Some of the images are meta-images, and with these the titles start to give some clues as to the show’s backstory: Take Box of Prints Thrown from the Car, US I-59 Outside Fort Payne, Alabama, 2018, in which a hand holds up a bashed and scuffed-up photograph of a kneeling kid prostrate in shallow water, framed, so to speak, by half of an equally damaged storage box. This image connects to Truck Driver’s Wife Picks Up Prints, US I-59 Outside Fort Payne, Alabama, 2018, in which a woman, her hands full of paper and cardboard, stoops by the roadside to pick up some more. But the full explanation comes only in the gallery press release: The images record, as we learn,

a car accident Stone’s family survived while on a summer road trip from their home in Austin, Texas, to Bailey Island, Maine. In addition to smashing the family car, the crash caused a portfolio of Stone’s photographs taken the previous summer to scatter across the highway. . . . Stone at once began photographing the scene of the accident, and as the family resumed their journey north, he continued to take pictures of their trip.

It would be too facile but not entirely wrong to read this story as a reiteration of the old saw about lemons and lemonade—a demonstration of the necessary resilience and resourcefulness elicited by the artmaking impulse. Of course, the ability to recover is also dependent on luck: That Stone could think of using his camera in the wake of the collision suggests that, thank goodness, no one was badly hurt. In any case, the tone of these works is hardly one of triumph, or even of relief at having escaped a worse fate.
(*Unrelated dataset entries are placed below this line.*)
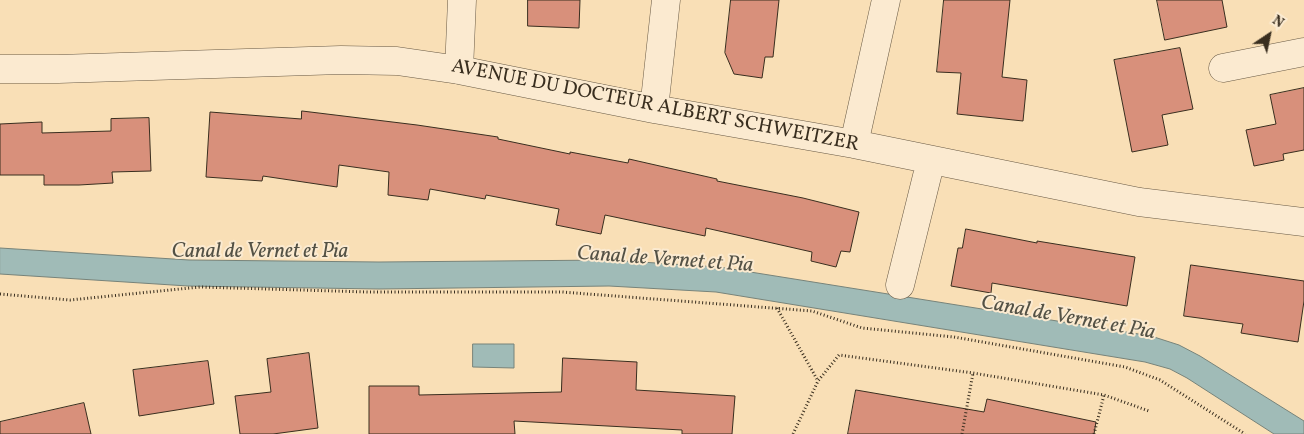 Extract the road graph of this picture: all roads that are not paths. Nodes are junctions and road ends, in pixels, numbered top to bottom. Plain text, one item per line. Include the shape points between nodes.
1 (462, 0) edge
2 (666, 0) edge
3 (886, 0) edge
4 (1304, 52) edge
5 (1223, 68) dead end
6 (0, 69) edge
7 (459, 70) junction
8 (654, 109) junction
9 (854, 144) junction
10 (932, 160) junction
11 (1304, 222) edge
12 (900, 285) dead end

1 - 7 street
2 - 8 street
3 - 9 street
4 - 5 street
6 - 7 street, AVENUE DU DOCTEUR ALBERT SCHWEITZER via 341,60 397,62
7 - 8 street, AVENUE DU DOCTEUR ALBERT SCHWEITZER
8 - 9 street, AVENUE DU DOCTEUR ALBERT SCHWEITZER
9 - 10 street, AVENUE DU DOCTEUR ALBERT SCHWEITZER
10 - 11 street, AVENUE DU DOCTEUR ALBERT SCHWEITZER via 1139,202
10 - 12 street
What unites the images made after the accident—those taken at the scene, and the ones created earlier, then reworked—is a mood that is pensive and a worldview in which people, like hermit crabs, seem quite small, isolated, and (this is not a photography pun) exposed. The photos show bodies, but faces are hardly to be seen, which I think implies that existence is not locked into the illusory security of identity. Living life and making art mean being caught up in a fluid medium, one not under control, and staying with it.